— Work item —
Leaving the pictures aside, reproduce the data in full and word for word.

— Records provided —
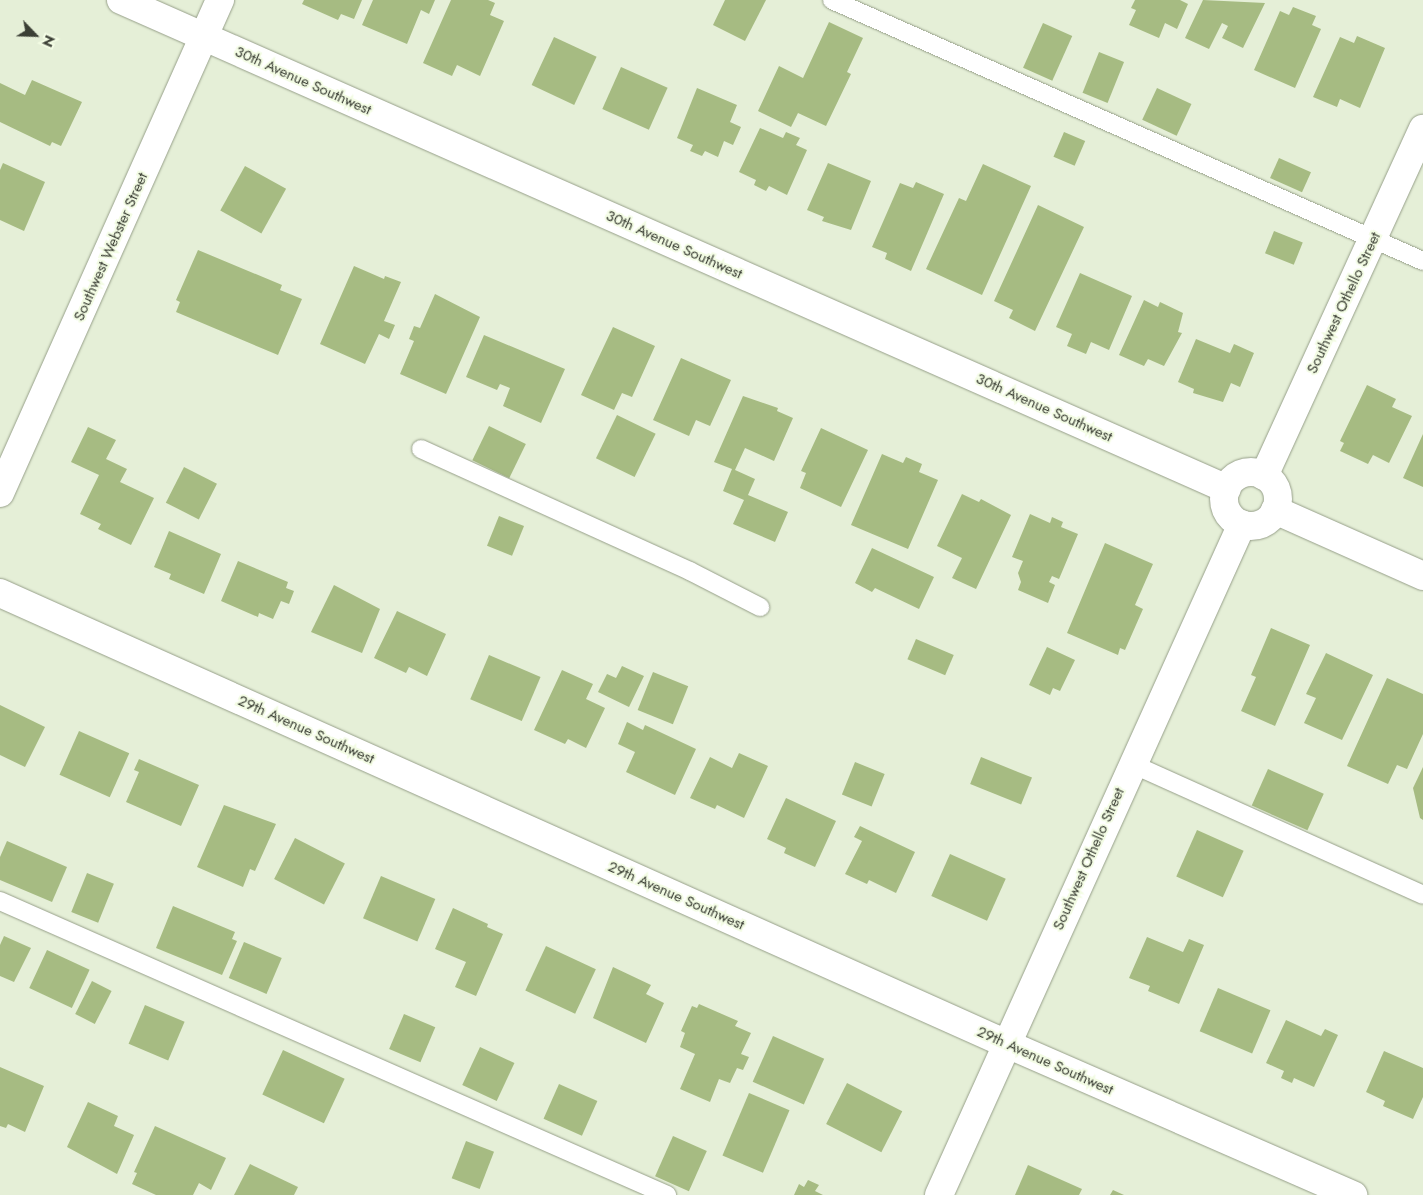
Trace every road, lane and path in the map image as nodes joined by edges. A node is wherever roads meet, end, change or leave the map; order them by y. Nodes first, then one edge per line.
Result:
1 (121, 0) edge
2 (220, 0) edge
3 (832, 0) edge
4 (204, 37) junction
5 (1423, 130) edge
6 (1373, 238) junction
7 (1423, 260) edge
8 (421, 450) dead end
9 (1264, 476) junction
10 (1227, 489) junction
11 (0, 493) edge
12 (1275, 510) junction
13 (1242, 524) junction
14 (1423, 576) edge
15 (0, 593) edge
16 (760, 607) dead end
17 (1132, 764) junction
18 (1423, 895) edge
19 (0, 901) edge
20 (1007, 1044) junction
21 (667, 1195) edge
22 (939, 1195) edge
23 (1353, 1195) edge

1 - 4 street, 30th Avenue Southwest
2 - 4 street, Southwest Webster Street
3 - 6 lane
4 - 10 street, 30th Avenue Southwest
4 - 11 street, Southwest Webster Street
5 - 6 street, Southwest Othello Street
6 - 7 lane
6 - 9 street, Southwest Othello Street
8 - 16 lane
9 - 10 street
9 - 12 street
10 - 13 street
12 - 13 street
12 - 14 street
13 - 17 street, Southwest Othello Street
15 - 20 street, 29th Avenue Southwest
17 - 18 lane
17 - 20 street, Southwest Othello Street
19 - 21 lane
20 - 22 street, Southwest Othello Street
20 - 23 street, 29th Avenue Southwest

— Result of this exercise —
Trace every road, lane and path in the map image as nodes joined by edges. A node is wherever roads meet, end, change or leave the map; order them by y. Nodes first, then one edge per line.
Result:
1 (121, 0) edge
2 (220, 0) edge
3 (832, 0) edge
4 (204, 37) junction
5 (1423, 130) edge
6 (1373, 238) junction
7 (1423, 260) edge
8 (421, 450) dead end
9 (1264, 476) junction
10 (1227, 489) junction
11 (0, 493) edge
12 (1275, 510) junction
13 (1242, 524) junction
14 (1423, 576) edge
15 (0, 593) edge
16 (760, 607) dead end
17 (1132, 764) junction
18 (1423, 895) edge
19 (0, 901) edge
20 (1007, 1044) junction
21 (667, 1195) edge
22 (939, 1195) edge
23 (1353, 1195) edge

1 - 4 street, 30th Avenue Southwest
2 - 4 street, Southwest Webster Street
3 - 6 lane
4 - 10 street, 30th Avenue Southwest
4 - 11 street, Southwest Webster Street
5 - 6 street, Southwest Othello Street
6 - 7 lane
6 - 9 street, Southwest Othello Street
8 - 16 lane
9 - 10 street
9 - 12 street
10 - 13 street
12 - 13 street
12 - 14 street
13 - 17 street, Southwest Othello Street
15 - 20 street, 29th Avenue Southwest
17 - 18 lane
17 - 20 street, Southwest Othello Street
19 - 21 lane
20 - 22 street, Southwest Othello Street
20 - 23 street, 29th Avenue Southwest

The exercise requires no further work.